I go to school in Williamsburg, Virginia, near the Busch Gardens amusement park. For some inexplicable reason, Busch Gardens is European-themed–you can catch the Griffin Rollercoaster in “France,” near a replica of the Eiffel Tower, down a pint in “Ireland” and enjoy an overpriced schnitzel in “Germany.” My sister calls Busch Garden’s “Poor Man’s Europe” (although, at $65 a ticket, I’ve only gone once during my two years at university–I’d rather save for a trip to the real Europe!), but visiting it is a surreal and slightly kitchy experience. I never thought I would feel like I was in Busch Gardens when I was actually in Europe, but then I visited Dubrovnik.
Don’t get me wrong–Dubrovnik has a lot of natural beauty, I’d take a swim in the Adriatic over a dip in the Atlantic any day, and the Old City looks phenomenal from the city walls. But–and this is a really big but–every swim in the beautiful sea and every stroll down Stradum, the main drag of the old city, is completely clogged with tourists. I love the history here (the history of independent Dubrovnik–Ragusa–is FASCINATING!) but it’s hard for me to get a feel for it inside the city walls when I’m constantly dodging overenthusiastic restauranteers and dropped ice cream cones. I’ve heard more English, Italian, German and Spanish than Croatian.When we pile on the bus between the hotel-filled Lapad Peninsula, where my dad and I are staying, and the Old City, packed with sunburned, confused tourists, I feel like I’m on a bus at Disneyworld.

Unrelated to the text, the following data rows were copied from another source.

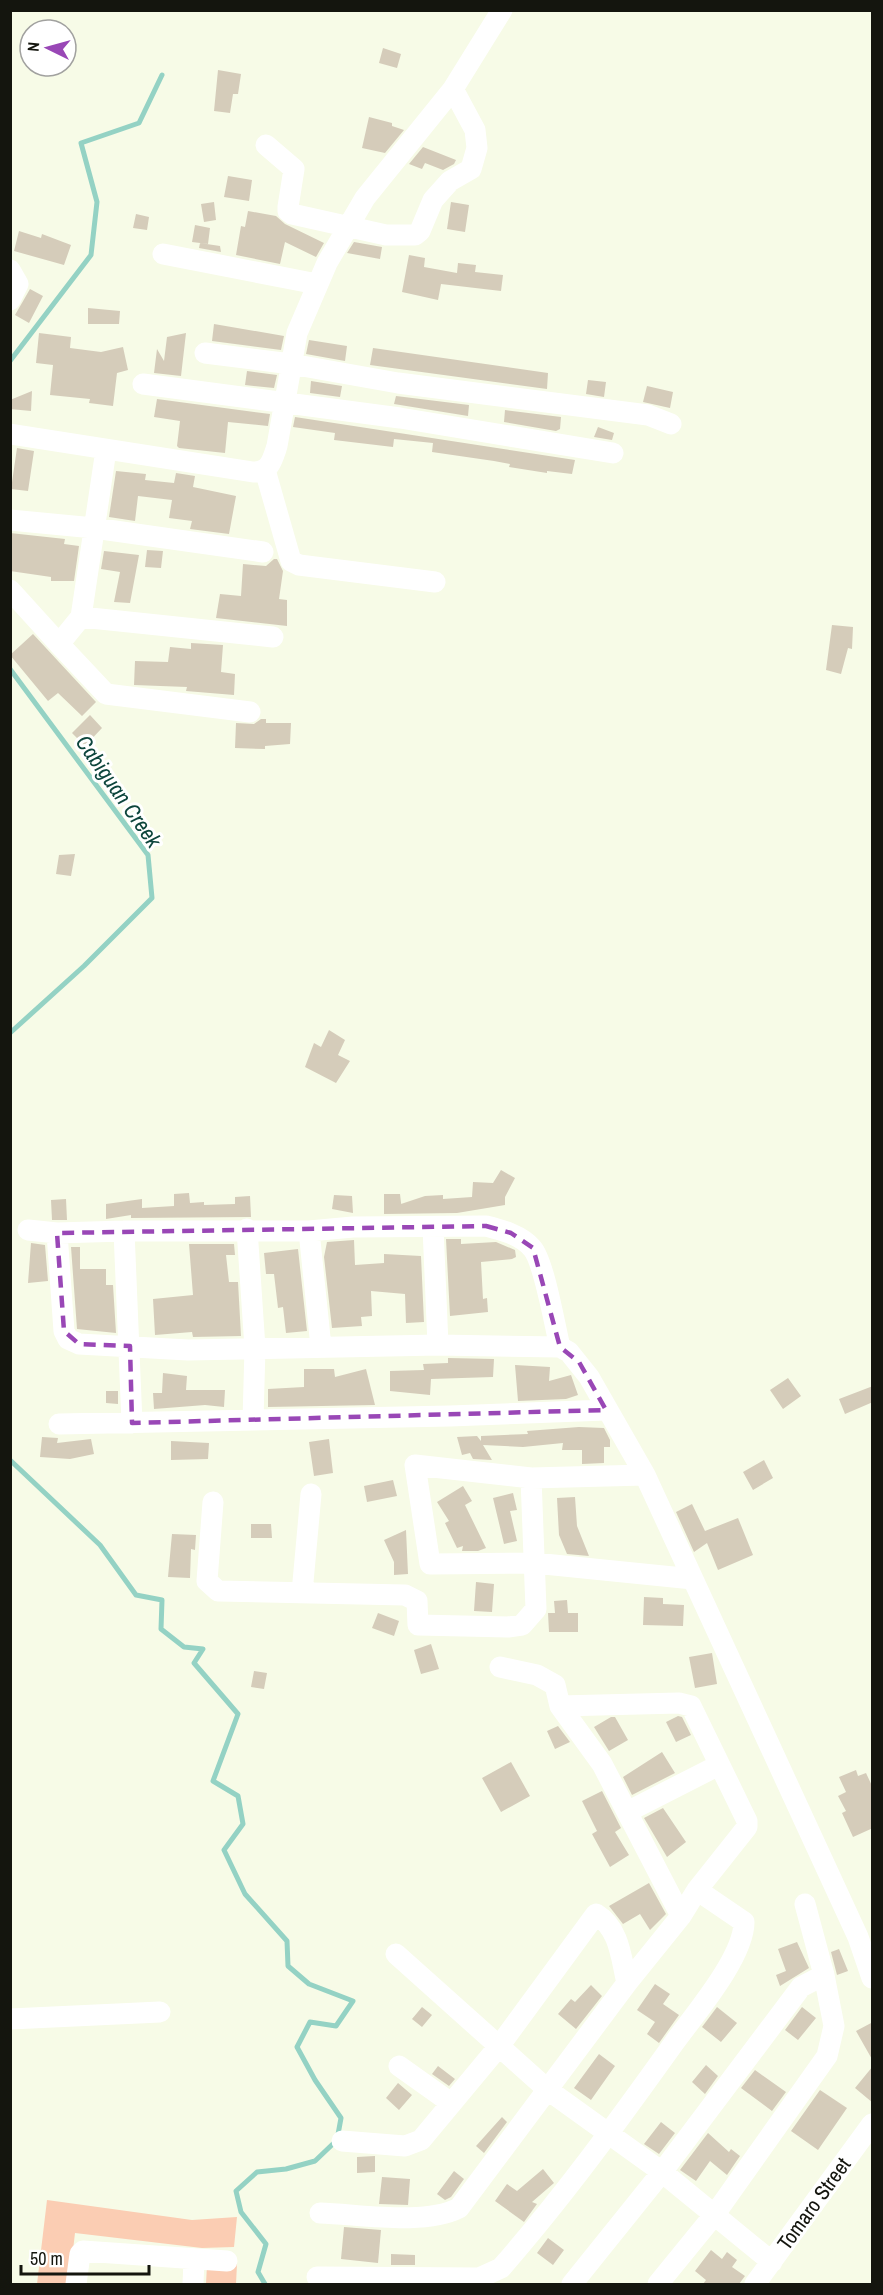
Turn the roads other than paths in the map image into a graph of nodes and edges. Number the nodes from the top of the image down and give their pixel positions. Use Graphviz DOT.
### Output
graph roads {
  1 [pos="502,10"];
  2 [pos="453,89"];
  3 [pos="266,145"];
  4 [pos="348,227"];
  5 [pos="163,254"];
  6 [pos="10,270"];
  7 [pos="317,284"];
  8 [pos="10,300"];
  9 [pos="205,353"];
  10 [pos="291,364"];
  11 [pos="143,384"];
  12 [pos="285,403"];
  13 [pos="671,424"];
  14 [pos="10,434"];
  15 [pos="106,450"];
  16 [pos="613,453"];
  17 [pos="265,470"];
  18 [pos="10,520"];
  19 [pos="94,528"];
  20 [pos="263,552"];
  21 [pos="435,582"];
  22 [pos="10,590"];
  23 [pos="81,617"];
  24 [pos="273,637"];
  25 [pos="58,644"];
  26 [pos="250,712"];
  27 [pos="433,1227"];
  28 [pos="248,1229"];
  29 [pos="28,1230"];
  30 [pos="124,1230"];
  31 [pos="309,1231"];
  32 [pos="57,1233"];
  33 [pos="438,1345"];
  34 [pos="130,1346"];
  35 [pos="321,1347"];
  36 [pos="560,1347"];
  37 [pos="255,1348"];
  38 [pos="606,1410"];
  39 [pos="253,1420"];
  40 [pos="132,1423"];
  41 [pos="58,1424"];
  42 [pos="645,1475"];
  43 [pos="531,1478"];
  44 [pos="311,1494"];
  45 [pos="213,1502"];
  46 [pos="534,1563"];
  47 [pos="693,1579"];
  48 [pos="302,1593"];
  49 [pos="500,1667"];
  50 [pos="560,1706"];
  51 [pos="719,1765"];
  52 [pos="627,1812"];
  53 [pos="697,1890"];
  54 [pos="805,1904"];
  55 [pos="681,1916"];
  56 [pos="396,1954"];
  57 [pos="824,1974"];
  58 [pos="873,1978"];
  59 [pos="627,1983"];
  60 [pos="160,2012"];
  61 [pos="10,2019"];
  62 [pos="500,2045"];
  63 [pos="399,2066"];
  64 [pos="548,2090"];
  65 [pos="451,2103"];
  66 [pos="873,2124"];
  67 [pos="609,2135"];
  68 [pos="342,2141"];
  69 [pos="662,2172"];
  70 [pos="320,2212"];
  71 [pos="715,2214"];
  72 [pos="194,2260"];
  73 [pos="227,2261"];
  74 [pos="772,2262"];
  75 [pos="317,2277"];
  76 [pos="76,2284"];
  77 [pos="193,2284"];
  78 [pos="572,2284"];
  79 [pos="658,2284"];
  80 [pos="755,2284"];
  1 -- 2 [label="street"];
  2 -- 4 [label="street"];
  2 -- 4 [label="street"];
  3 -- 4 [label="street"];
  4 -- 7 [label="street"];
  5 -- 7 [label="street"];
  6 -- 8 [label="street"];
  7 -- 10 [label="street"];
  9 -- 10 [label="street"];
  10 -- 12 [label="street"];
  10 -- 13 [label="street"];
  11 -- 12 [label="street"];
  12 -- 16 [label="street"];
  12 -- 17 [label="street"];
  14 -- 15 [label="street"];
  15 -- 17 [label="street"];
  15 -- 19 [label="street"];
  17 -- 21 [label="street"];
  18 -- 19 [label="street"];
  19 -- 20 [label="street"];
  19 -- 23 [label="street"];
  22 -- 25 [label="street"];
  23 -- 24 [label="street"];
  23 -- 25 [label="street"];
  25 -- 26 [label="street"];
  27 -- 31 [label="street"];
  27 -- 33 [label="street"];
  27 -- 36 [label="street"];
  28 -- 30 [label="street"];
  28 -- 31 [label="street"];
  28 -- 37 [label="street"];
  29 -- 32 [label="street"];
  30 -- 32 [label="street"];
  30 -- 34 [label="street"];
  31 -- 35 [label="street"];
  32 -- 34 [label="street"];
  33 -- 35 [label="street"];
  33 -- 36 [label="street"];
  34 -- 37 [label="street"];
  34 -- 40 [label="street"];
  35 -- 37 [label="street"];
  36 -- 38 [label="street"];
  37 -- 39 [label="street"];
  38 -- 39 [label="street"];
  38 -- 42 [label="street"];
  39 -- 40 [label="street"];
  40 -- 41 [label="street"];
  42 -- 43 [label="street"];
  42 -- 47 [label="street"];
  43 -- 46 [label="street"];
  43 -- 46 [label="street"];
  44 -- 48 [label="street"];
  45 -- 48 [label="street"];
  46 -- 47 [label="street"];
  46 -- 48 [label="street"];
  47 -- 58 [label="street"];
  49 -- 50 [label="street"];
  50 -- 51 [label="street"];
  50 -- 52 [label="street"];
  51 -- 52 [label="street"];
  51 -- 53 [label="street"];
  52 -- 55 [label="street"];
  53 -- 55 [label="street"];
  53 -- 67 [label="street"];
  54 -- 57 [label="street"];
  55 -- 59 [label="street"];
  56 -- 62 [label="street"];
  57 -- 69 [label="street"];
  57 -- 71 [label="street"];
  59 -- 62 [label="street"];
  59 -- 64 [label="street"];
  60 -- 61 [label="street"];
  62 -- 64 [label="street"];
  62 -- 65 [label="street"];
  63 -- 65 [label="street"];
  64 -- 67 [label="street"];
  64 -- 70 [label="street"];
  65 -- 68 [label="street"];
  66 -- 74 [label="street, Tomaro Street"];
  67 -- 69 [label="street"];
  67 -- 75 [label="street"];
  69 -- 71 [label="street"];
  69 -- 78 [label="street"];
  71 -- 74 [label="street"];
  71 -- 79 [label="street"];
  72 -- 73 [label="street"];
  72 -- 76 [label="street"];
  72 -- 77 [label="street"];
  74 -- 80 [label="street, Tomaro Street"];
}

I’m most disturbed by the lack of locals. I’m pretty sure I learned more about Croatia living with my Croatian host dad in Bosnia than I have in my three days here. According to our Rick Steves’s tour book (I have mixed feelings about Rick Steves, but my dad swears by him–I spilled water on the book in Mostar and my dad scolded me for “drowning Rick”) over half of the Old City’s 2,000 residents rent their apartments out during the summer and flee. I have trouble imagining that even 1,000 stay. With the exception of waiters and the hotel staff, I don’t think I’ve interacted with one Croatian since arriving here. I really want to find a bar, restaurant or beach that locals go to, but I don’t even know where to start looking.

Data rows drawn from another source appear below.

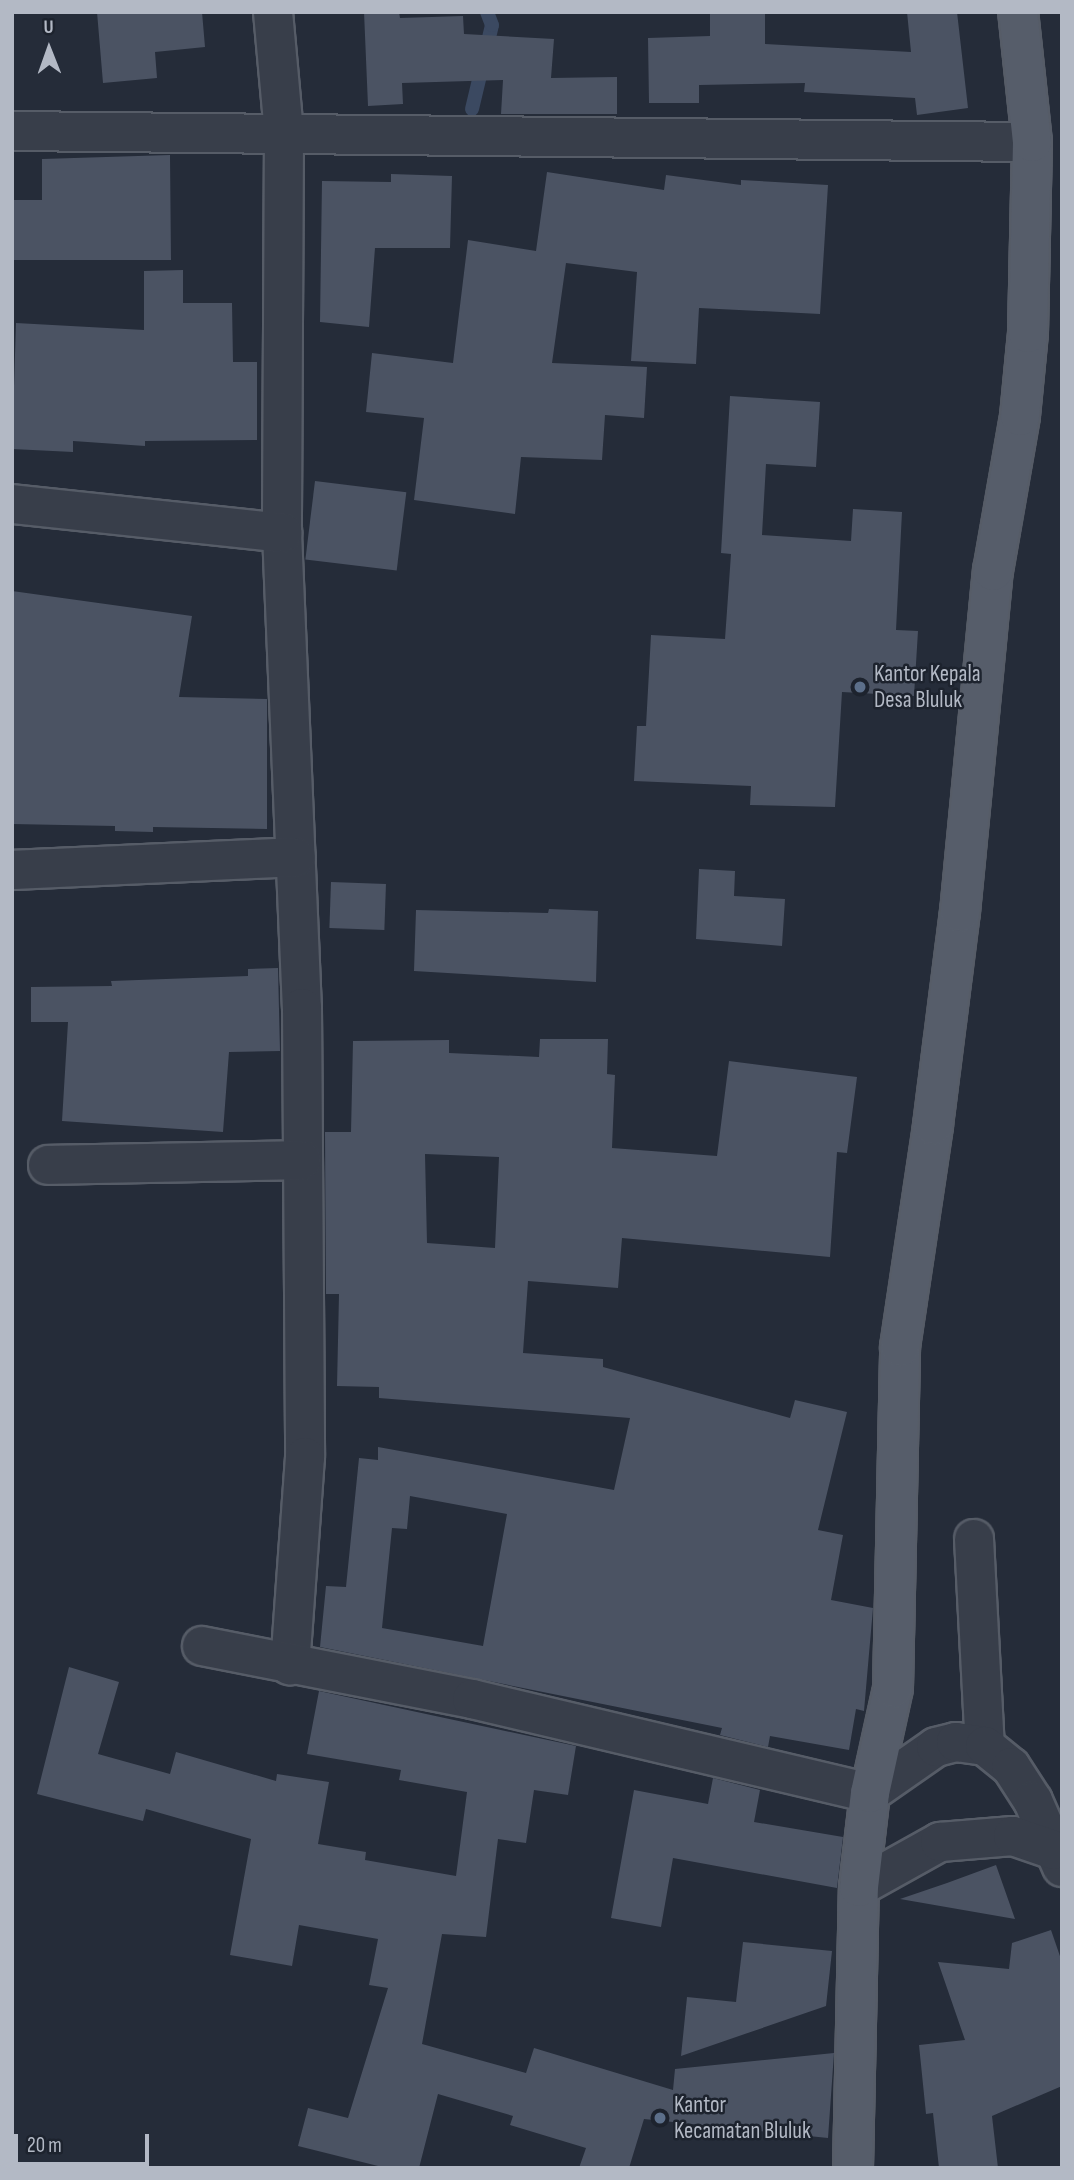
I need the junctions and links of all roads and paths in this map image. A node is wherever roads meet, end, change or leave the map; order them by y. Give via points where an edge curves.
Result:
1 (273, 12) edge
2 (1018, 12) edge
3 (12, 131) edge
4 (284, 134) junction
5 (1032, 142) junction
6 (12, 504) edge
7 (282, 533) junction
8 (296, 857) junction
9 (12, 870) edge
10 (302, 1160) junction
11 (48, 1166) dead end
12 (974, 1539) dead end
13 (202, 1646) dead end
14 (290, 1665) junction
15 (985, 1746) junction
16 (870, 1793) junction
17 (1058, 1858) edge
18 (859, 1887) junction
19 (853, 2168) edge

1 - 4 street
2 - 5 main road
3 - 4 street
4 - 5 street
4 - 7 street
5 - 16 main road via 1028,333 1020,416 993,571 958,925 900,1347 893,1688
6 - 7 street
7 - 8 street
8 - 9 street
8 - 10 street
10 - 11 street
10 - 14 street via 304,1457
12 - 15 street
13 - 14 street
14 - 16 street via 472,1699
15 - 16 street via 956,1742 936,1747
15 - 17 street via 1011,1767 1033,1801
16 - 18 main road
17 - 18 street via 1013,1836 940,1842
18 - 19 main road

The other thing I find really disturbing about Dubrovnik is the prices. Even though I miss my friends my own age, I’m so glad that I came here with my family–I would never be able to afford a single meal in this city. Prices here are absolutely outrageous–they’re comparable to New York City. For example, I’ve had big portions of cevapi (the Bosnian national dish, a type of sausage) in the Richmond, Virginia for around $8 or $9, and in Sarajevo for as little as 6 km (around $4). Here in Dubrovnik, cevapi will cost you around 80 kuna–$16! My dad and I are limiting ourselves to only one meal a day outside our hotel breakfast (ice cream here is pretty reasonable and makes a good lucnh!), but the only reason we can afford even this is because we both work on American salaries.

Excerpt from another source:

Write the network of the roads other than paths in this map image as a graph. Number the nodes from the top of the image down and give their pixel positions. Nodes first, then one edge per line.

Unfortunately, the prices in Dubrovnik are becoming too high for the Bosnian families who have come to the beach here for generations to afford it anymore. A “good” salary in Bosnia, a salary that allows people to live very comfortably in Sarajevo, would be gone in less than a day in Dubrovnik. Although some families are rescheduling their sea vacations to Bosnian’s only coastal town, Neum, many are forgoing trips to the sea entirely. I can relate to this on a smaller scale–I can no longer afford beach passes at Avon by the Sea, where I spent every Friday of my childhood–but at least I live close enough to the Jersey shore to take day trips and there are enough beaches along the shore to provide competition. It makes me so mad that after all Bosnia has gone through, now its people can’t even afford to go to the coast to relax anymore. Dubrovnik’s prices have only risen in the past ten years, mainly as the result of the influx of European tourists, and it just really sucks that now most Bosnians either can’t afford to travel here at all or, when they do, probably find it completely cluttered with clueless tourists.
Overall, I’m not thrilled with Dubrovnik. I’m glad that I visited here, because it really is quite beautiful and I definitely needed a few days of just sitting on the beach. It’s also been really interesting for me to visit a post-Yugo country that’s so completely different from Bosnia, and I’ve enjoyed learning about the siege of Dubrovnik during the war. I highly recommend that future Bosnia Project participants take the trip. Nevertheless, this is the only place in Europe I’ve ever been to that I really wouldn’t care if I never returned. It’s a lot cleanier and glitzier than Sarajevo, but I would pick Sarajevo any day over Dubrovnik.